This is my absolute favorite -- his version of our family:

I asked him why he drew himself and his Daddy so neatly but the picture of me was (in my view) rather spastic and he said:

"Because you are always moving"

Just another day around here.

Thursday, April 7, 2011


My nephew has asthma. That scares me. He suffers massive attacks and has been hospitalized several times for his asthma. He’s an otherwise healthy, active boy who despite the asthma, recently just earned his Black Belt in Tae Kwon Do. Still, I worry about his breathing problems. David Bear on the other hand, does not have asthma. He has RESPIRATORY DISTRESS SYNDROME, or RDS. Most people have never heard of RDS so we usually just say, “Yeah, he has asthma.”
Respiratory distress syndrome is one of the most common lung disorders in premature infants and causes increasing difficulty in breathing. Respiratory distress syndrome affects 10% of all premature infants and only rarely affects those born at full-term. The disease is caused by a lack of lung surfactant, a chemical that normally appears in mature lungs. Surfactant keeps the air sacs from collapsing and allows them to inflate with air more easily. In respiratory distress syndrome, the air sacs collapse and prevent the child from breathing properly. Symptoms usually appear shortly after birth and become progressively more severe.

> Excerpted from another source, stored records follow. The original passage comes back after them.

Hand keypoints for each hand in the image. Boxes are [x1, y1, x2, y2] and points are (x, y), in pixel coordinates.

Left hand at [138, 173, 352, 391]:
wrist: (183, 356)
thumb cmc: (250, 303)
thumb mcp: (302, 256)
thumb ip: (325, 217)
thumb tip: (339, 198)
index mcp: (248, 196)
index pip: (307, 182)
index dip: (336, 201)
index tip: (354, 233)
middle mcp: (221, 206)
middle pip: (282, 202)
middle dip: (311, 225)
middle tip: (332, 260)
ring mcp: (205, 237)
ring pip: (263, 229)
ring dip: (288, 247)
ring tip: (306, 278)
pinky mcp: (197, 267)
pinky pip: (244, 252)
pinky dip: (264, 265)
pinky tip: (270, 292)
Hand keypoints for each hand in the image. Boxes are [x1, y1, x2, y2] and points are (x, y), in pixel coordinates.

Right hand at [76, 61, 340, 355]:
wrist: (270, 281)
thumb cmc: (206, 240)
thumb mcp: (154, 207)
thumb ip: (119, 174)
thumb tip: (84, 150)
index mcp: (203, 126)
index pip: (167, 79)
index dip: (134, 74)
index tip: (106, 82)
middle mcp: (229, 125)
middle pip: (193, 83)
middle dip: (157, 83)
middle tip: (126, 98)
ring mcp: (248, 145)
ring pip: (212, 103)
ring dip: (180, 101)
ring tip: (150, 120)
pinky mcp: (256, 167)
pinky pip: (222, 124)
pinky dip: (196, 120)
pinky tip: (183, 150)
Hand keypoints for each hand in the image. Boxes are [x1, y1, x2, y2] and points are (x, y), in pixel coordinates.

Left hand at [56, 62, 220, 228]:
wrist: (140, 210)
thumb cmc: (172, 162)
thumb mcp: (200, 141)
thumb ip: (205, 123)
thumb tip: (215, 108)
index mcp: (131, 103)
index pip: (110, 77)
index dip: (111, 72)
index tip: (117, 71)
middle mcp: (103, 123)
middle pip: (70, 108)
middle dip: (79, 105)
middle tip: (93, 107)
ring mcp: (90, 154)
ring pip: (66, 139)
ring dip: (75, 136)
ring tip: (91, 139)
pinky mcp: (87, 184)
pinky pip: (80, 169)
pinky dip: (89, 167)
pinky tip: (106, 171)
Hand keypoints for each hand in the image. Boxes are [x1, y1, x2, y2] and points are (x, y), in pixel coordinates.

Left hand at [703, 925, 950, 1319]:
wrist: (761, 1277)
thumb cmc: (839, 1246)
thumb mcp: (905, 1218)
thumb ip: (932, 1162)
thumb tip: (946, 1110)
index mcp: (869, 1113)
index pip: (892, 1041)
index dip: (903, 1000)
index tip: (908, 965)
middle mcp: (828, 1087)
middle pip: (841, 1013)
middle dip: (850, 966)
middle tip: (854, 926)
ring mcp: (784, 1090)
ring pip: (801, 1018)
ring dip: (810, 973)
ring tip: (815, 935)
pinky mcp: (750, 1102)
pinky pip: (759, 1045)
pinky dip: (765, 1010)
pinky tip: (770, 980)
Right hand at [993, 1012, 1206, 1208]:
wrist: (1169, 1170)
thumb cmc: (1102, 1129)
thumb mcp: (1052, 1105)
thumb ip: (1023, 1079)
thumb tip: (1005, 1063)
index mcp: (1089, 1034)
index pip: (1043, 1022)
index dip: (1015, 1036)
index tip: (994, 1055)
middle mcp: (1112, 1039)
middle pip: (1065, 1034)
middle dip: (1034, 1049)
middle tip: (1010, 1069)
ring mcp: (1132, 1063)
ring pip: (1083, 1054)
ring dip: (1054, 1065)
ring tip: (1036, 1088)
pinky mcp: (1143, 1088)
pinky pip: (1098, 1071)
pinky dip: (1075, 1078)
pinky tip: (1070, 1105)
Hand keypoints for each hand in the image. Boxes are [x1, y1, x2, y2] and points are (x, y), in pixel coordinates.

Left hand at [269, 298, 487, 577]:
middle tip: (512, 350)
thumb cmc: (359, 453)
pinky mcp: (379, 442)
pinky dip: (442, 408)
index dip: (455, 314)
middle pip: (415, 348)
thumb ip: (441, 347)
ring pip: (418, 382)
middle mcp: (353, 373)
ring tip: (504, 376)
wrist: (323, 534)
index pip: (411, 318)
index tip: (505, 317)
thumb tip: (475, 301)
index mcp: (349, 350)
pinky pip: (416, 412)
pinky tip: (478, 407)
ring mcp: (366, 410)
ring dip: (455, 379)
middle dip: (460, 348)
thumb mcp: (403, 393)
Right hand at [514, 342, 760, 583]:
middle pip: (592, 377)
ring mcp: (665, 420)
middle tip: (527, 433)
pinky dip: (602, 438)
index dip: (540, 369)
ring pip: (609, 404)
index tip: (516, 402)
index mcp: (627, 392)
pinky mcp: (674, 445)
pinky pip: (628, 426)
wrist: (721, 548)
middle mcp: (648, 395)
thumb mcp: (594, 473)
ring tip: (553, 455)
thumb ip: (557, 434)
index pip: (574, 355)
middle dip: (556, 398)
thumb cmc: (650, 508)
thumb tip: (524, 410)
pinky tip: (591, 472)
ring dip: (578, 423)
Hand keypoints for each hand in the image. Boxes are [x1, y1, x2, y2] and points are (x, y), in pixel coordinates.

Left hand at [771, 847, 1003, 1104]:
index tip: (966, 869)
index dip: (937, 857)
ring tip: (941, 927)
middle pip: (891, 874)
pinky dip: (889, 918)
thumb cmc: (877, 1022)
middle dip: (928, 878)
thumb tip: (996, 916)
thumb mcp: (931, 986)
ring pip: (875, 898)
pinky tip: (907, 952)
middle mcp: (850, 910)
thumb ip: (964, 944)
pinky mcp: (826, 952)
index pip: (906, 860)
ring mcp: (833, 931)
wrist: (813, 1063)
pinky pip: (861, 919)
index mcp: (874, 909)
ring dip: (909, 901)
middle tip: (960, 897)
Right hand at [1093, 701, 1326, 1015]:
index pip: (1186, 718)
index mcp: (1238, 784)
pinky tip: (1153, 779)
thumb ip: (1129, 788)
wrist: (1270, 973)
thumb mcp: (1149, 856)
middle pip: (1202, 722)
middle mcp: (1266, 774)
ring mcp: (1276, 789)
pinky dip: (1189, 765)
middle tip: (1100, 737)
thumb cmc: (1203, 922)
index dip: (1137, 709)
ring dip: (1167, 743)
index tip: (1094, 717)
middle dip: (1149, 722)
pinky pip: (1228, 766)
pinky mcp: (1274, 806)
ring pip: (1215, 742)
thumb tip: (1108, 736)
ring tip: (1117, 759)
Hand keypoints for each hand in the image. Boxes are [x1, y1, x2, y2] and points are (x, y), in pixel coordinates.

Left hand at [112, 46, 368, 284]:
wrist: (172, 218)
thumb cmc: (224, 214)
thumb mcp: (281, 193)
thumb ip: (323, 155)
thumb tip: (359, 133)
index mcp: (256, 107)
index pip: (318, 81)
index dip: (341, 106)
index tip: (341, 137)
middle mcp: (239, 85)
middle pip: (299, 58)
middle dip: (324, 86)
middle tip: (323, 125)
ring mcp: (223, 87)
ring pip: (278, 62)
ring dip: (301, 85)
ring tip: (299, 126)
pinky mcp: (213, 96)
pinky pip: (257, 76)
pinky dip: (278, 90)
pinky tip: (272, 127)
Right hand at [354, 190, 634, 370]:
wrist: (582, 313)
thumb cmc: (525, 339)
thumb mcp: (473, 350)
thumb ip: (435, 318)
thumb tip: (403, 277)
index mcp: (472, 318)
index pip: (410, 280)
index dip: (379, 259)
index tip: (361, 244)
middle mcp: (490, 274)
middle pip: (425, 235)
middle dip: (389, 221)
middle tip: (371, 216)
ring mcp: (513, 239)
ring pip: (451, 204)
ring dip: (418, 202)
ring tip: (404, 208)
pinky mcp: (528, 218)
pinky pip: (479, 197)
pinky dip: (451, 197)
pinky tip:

(From U.S. National Institute of Health)

The lungs are the very last organ to develop in vitro. Lung tissues mature just prior to birth, usually at week 34. David Bear was born during week 25. David Bear has never had an asthma attack, but he is always in respiratory distress. I didn’t smoke while I was pregnant, nor did I allow anyone to smoke in my presence, but my son was born too early for his lungs to develop which really ticks me off. I know so many smokers who have given birth to healthy children that I think it’s just unfair that my child has respiratory distress syndrome.

Breathe. I tell myself that. Life isn’t fair. Life is life. We need oxygen to live. Breathing supplies over 99% of your entire oxygen supply. We choose to teach our son to live rather than be mad at life. David Bear spent the first three months of his life on oxygen, but when he came home, he was breathing room air. After his second hospitalization in less than a month, they sent him home on oxygen. We had huge oxygen tanks in his bedroom, smaller oxygen tanks around the house and portable oxygen tanks for short trips. Back then all of our trips were short – 2 hours or less, the amount of oxygen in a portable tank. (Reminds me of the Disney store I will have to post later today.) I tried to see a lifetime of him dragging around oxygen tanks, but my vision doesn’t work like that.

Breathe. Track, swimming, karate, yoga – those are the sports and activities I’ve always participated in, but David Sr. is the real jock -- college football, karate, champion pole vaulter and hurdler, deep sea diving, outdoorsman. We couldn’t accept that our son would not be able to do any of the things we enjoyed. We can accept that he won’t do them all, but any? That was too much to bear, so we taught him how to breathe.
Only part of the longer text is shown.